*The problem:* The whole listing, from first line to last: copy it exactly.

*Provided data:*

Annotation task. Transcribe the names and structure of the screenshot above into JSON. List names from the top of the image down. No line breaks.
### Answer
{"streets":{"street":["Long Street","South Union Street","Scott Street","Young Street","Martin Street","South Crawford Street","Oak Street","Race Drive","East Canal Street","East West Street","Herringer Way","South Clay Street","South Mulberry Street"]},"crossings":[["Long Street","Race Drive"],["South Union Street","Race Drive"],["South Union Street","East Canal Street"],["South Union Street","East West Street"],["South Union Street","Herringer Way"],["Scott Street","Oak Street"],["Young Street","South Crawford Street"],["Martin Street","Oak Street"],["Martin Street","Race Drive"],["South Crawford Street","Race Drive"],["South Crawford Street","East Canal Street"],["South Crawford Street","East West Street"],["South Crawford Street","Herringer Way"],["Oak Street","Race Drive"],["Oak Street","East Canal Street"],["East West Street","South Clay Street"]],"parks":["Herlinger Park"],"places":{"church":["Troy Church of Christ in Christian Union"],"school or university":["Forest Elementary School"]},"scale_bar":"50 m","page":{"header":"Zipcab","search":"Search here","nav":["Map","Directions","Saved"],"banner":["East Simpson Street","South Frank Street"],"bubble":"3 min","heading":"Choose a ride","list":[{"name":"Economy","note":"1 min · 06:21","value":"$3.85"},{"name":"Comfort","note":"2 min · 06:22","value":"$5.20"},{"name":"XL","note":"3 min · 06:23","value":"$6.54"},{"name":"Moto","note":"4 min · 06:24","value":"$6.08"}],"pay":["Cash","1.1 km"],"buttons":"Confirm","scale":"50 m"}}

*Answer area:*
Annotation task. Transcribe the names and structure of the screenshot above into JSON. List names from the top of the image down. No line breaks.
### Answer
{"streets":{"street":["Long Street","South Union Street","Scott Street","Young Street","Martin Street","South Crawford Street","Oak Street","Race Drive","East Canal Street","East West Street","Herringer Way","South Clay Street","South Mulberry Street"]},"crossings":[["Long Street","Race Drive"],["South Union Street","Race Drive"],["South Union Street","East Canal Street"],["South Union Street","East West Street"],["South Union Street","Herringer Way"],["Scott Street","Oak Street"],["Young Street","South Crawford Street"],["Martin Street","Oak Street"],["Martin Street","Race Drive"],["South Crawford Street","Race Drive"],["South Crawford Street","East Canal Street"],["South Crawford Street","East West Street"],["South Crawford Street","Herringer Way"],["Oak Street","Race Drive"],["Oak Street","East Canal Street"],["East West Street","South Clay Street"]],"parks":["Herlinger Park"],"places":{"church":["Troy Church of Christ in Christian Union"],"school or university":["Forest Elementary School"]},"scale_bar":"50 m","page":{"header":"Zipcab","search":"Search here","nav":["Map","Directions","Saved"],"banner":["East Simpson Street","South Frank Street"],"bubble":"3 min","heading":"Choose a ride","list":[{"name":"Economy","note":"1 min · 06:21","value":"$3.85"},{"name":"Comfort","note":"2 min · 06:22","value":"$5.20"},{"name":"XL","note":"3 min · 06:23","value":"$6.54"},{"name":"Moto","note":"4 min · 06:24","value":"$6.08"}],"pay":["Cash","1.1 km"],"buttons":"Confirm","scale":"50 m"}}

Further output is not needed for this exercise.